El especialista Víctor Tonelli analista y consultor del mercado ganadero explicó a Medios Rioja que el consumo de carne vacuna atraviesa un cambio estructural y que la caída de la oferta, junto con el aumento de los precios, favoreció el reemplazo por pollo y cerdo. Según señaló, la tendencia podría continuar durante los próximos años.
Según manifestó hace seis décadas cada argentino consumía unos 82 kilos de carne vacuna por año, mientras que actualmente la cifra ronda los 45 kilos. En paralelo, el consumo de pollo y cerdo pasó de 12 a unos 70 kilos por habitante.
Tonelli planteó que esto no responde exclusivamente a una coyuntura política o económica, sino a una transformación estructural de los hábitos de consumo. A su vez, explicó que durante los últimos años la producción ganadera sufrió una reducción del stock de aproximadamente 3 millones de cabezas, principalmente como consecuencia de una fuerte sequía en las zonas de cría.
La menor oferta de hacienda, frente a una demanda que se mantiene, presionó sobre los precios.
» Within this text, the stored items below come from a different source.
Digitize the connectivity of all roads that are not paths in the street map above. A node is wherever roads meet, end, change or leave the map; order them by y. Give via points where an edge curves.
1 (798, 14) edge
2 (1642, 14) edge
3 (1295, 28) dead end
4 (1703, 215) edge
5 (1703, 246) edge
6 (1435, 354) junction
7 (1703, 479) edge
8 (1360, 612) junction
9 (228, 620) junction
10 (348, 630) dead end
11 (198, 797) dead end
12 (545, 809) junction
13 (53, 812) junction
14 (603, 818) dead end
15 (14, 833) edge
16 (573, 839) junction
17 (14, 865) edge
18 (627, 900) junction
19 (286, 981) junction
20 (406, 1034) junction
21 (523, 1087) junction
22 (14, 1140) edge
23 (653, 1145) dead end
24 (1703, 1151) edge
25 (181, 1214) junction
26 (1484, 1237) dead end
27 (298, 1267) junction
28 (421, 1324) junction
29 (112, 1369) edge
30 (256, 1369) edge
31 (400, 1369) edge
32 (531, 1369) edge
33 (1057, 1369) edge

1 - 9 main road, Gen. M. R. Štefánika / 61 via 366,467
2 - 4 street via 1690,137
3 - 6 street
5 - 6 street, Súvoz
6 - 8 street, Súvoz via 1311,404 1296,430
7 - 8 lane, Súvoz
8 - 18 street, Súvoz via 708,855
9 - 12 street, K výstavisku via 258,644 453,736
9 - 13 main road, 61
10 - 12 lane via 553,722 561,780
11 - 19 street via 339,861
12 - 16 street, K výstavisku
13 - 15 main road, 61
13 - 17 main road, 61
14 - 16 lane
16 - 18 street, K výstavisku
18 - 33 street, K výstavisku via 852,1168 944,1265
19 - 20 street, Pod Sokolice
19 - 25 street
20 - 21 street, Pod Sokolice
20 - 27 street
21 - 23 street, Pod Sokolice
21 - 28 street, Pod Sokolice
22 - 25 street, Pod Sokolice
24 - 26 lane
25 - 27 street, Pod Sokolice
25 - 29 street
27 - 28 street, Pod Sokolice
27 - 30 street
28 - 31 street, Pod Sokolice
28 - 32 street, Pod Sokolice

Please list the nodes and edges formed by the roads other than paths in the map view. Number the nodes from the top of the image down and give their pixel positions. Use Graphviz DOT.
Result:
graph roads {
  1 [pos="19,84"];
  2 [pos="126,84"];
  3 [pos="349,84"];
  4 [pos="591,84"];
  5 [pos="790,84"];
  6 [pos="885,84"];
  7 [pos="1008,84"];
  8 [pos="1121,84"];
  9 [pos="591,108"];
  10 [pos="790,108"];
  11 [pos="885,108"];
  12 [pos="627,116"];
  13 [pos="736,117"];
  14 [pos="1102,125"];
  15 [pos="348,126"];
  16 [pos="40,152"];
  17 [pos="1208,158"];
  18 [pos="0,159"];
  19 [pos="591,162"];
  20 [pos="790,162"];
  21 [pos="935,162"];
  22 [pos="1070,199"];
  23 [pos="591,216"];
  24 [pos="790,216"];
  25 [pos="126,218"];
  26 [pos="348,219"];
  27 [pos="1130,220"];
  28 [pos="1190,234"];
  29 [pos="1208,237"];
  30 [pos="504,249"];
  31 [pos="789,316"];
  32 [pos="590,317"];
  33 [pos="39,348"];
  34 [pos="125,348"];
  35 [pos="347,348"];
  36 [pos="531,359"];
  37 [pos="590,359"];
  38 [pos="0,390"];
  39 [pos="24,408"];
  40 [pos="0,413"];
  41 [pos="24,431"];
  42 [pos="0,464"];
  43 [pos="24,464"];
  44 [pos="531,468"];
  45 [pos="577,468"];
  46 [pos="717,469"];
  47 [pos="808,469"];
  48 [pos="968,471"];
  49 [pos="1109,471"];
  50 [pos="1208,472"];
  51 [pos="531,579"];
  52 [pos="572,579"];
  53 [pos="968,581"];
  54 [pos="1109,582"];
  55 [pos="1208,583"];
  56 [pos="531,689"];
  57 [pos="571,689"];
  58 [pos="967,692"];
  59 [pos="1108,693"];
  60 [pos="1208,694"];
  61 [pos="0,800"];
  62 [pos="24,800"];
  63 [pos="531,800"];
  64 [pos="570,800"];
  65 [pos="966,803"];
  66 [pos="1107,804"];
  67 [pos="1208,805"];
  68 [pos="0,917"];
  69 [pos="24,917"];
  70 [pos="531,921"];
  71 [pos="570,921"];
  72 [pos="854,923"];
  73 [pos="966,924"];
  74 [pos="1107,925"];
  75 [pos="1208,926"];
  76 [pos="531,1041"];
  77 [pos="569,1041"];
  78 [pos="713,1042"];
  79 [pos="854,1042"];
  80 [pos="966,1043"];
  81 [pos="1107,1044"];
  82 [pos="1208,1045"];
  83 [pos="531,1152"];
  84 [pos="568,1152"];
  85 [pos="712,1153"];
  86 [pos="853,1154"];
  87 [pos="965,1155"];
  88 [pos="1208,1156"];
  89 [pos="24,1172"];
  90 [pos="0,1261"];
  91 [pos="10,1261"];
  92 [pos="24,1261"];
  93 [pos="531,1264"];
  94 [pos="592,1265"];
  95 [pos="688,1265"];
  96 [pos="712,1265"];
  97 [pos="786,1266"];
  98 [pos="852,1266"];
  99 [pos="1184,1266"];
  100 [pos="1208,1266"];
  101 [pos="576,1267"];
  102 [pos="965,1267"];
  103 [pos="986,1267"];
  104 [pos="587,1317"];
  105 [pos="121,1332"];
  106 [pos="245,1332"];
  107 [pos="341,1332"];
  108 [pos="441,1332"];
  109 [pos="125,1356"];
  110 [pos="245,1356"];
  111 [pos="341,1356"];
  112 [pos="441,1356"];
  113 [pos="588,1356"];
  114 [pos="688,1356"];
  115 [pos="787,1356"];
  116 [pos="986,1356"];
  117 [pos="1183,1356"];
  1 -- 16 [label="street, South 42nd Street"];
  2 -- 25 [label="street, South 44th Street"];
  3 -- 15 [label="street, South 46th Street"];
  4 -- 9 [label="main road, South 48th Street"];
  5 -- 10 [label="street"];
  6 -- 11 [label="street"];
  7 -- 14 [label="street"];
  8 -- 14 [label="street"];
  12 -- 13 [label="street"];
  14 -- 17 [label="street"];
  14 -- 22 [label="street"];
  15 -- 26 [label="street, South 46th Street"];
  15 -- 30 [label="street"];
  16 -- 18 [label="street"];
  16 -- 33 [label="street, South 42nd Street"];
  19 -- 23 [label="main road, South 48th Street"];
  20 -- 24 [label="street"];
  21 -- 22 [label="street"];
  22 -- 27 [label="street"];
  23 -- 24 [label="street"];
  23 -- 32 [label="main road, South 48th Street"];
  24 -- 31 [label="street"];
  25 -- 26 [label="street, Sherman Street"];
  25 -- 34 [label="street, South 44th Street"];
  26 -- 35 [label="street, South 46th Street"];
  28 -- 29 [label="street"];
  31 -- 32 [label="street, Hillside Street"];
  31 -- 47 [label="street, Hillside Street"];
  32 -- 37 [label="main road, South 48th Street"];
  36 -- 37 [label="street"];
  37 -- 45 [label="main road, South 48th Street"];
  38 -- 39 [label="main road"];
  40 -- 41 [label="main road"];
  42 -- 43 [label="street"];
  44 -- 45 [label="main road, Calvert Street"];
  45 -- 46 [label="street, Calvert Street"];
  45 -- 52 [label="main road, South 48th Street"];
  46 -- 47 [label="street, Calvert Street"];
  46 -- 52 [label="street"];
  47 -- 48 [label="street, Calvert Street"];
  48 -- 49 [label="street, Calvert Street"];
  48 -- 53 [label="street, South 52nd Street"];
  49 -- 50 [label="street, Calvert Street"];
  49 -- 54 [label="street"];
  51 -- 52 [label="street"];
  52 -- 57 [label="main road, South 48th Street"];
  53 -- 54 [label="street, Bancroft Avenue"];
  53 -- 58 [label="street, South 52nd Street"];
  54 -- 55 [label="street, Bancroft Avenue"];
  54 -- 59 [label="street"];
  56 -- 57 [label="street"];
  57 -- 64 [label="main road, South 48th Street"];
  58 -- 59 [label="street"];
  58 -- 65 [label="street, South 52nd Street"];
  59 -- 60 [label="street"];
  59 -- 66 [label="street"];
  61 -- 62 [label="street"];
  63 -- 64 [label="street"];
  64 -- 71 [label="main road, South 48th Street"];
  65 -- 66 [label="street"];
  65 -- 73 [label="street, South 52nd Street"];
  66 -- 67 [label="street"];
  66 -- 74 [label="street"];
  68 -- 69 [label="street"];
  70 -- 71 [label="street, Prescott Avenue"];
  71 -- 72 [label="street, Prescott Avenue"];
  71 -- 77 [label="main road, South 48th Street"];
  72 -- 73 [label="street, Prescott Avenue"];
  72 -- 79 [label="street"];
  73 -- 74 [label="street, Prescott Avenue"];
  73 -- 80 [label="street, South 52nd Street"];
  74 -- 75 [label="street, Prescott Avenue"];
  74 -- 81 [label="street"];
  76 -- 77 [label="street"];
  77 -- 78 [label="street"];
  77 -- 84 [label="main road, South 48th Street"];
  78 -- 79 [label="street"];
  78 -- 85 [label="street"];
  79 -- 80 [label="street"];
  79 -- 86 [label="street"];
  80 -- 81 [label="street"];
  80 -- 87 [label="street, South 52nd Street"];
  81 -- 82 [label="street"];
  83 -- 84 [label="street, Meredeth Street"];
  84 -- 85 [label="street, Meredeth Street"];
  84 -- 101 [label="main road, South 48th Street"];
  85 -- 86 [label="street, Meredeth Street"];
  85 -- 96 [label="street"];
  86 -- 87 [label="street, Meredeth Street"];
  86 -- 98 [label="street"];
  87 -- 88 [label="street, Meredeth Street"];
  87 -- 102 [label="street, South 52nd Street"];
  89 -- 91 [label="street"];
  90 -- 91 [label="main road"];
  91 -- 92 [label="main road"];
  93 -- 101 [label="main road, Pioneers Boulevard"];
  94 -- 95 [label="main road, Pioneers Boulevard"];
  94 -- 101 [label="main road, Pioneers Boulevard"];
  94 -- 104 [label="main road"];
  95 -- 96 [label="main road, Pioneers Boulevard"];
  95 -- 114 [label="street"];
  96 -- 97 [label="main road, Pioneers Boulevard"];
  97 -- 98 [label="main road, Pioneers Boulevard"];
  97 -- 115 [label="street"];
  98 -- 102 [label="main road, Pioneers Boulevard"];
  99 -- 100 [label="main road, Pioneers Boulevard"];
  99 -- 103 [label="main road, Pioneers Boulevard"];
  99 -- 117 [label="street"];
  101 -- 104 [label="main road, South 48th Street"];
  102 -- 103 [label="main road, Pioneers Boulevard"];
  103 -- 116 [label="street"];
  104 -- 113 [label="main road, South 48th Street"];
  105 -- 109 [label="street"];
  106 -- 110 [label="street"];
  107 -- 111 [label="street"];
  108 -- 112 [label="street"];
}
En ese contexto, el consumidor encontró alternativas en otras carnes, particularmente el cerdo y el pollo.
Otro dato que aportó el especialista es que el precio promedio de exportación de la carne argentina aumentó 32% en dólares entre julio de un año y julio del siguiente, reflejando también el contexto de la demanda internacional.
Tonelli anticipó además que el consumo interno de carne vacuna podría continuar disminuyendo durante los próximos años, al considerar que todavía llevará tiempo recomponer el stock ganadero y que no observa una recuperación suficiente del salario promedio como para recomponer el poder adquisitivo.
Tonelli también descartó que el cambio pueda explicarse principalmente por cuestiones de salud. Según su interpretación, el factor central actualmente es la relación de precios entre las distintas carnes y la disponibilidad de oferta.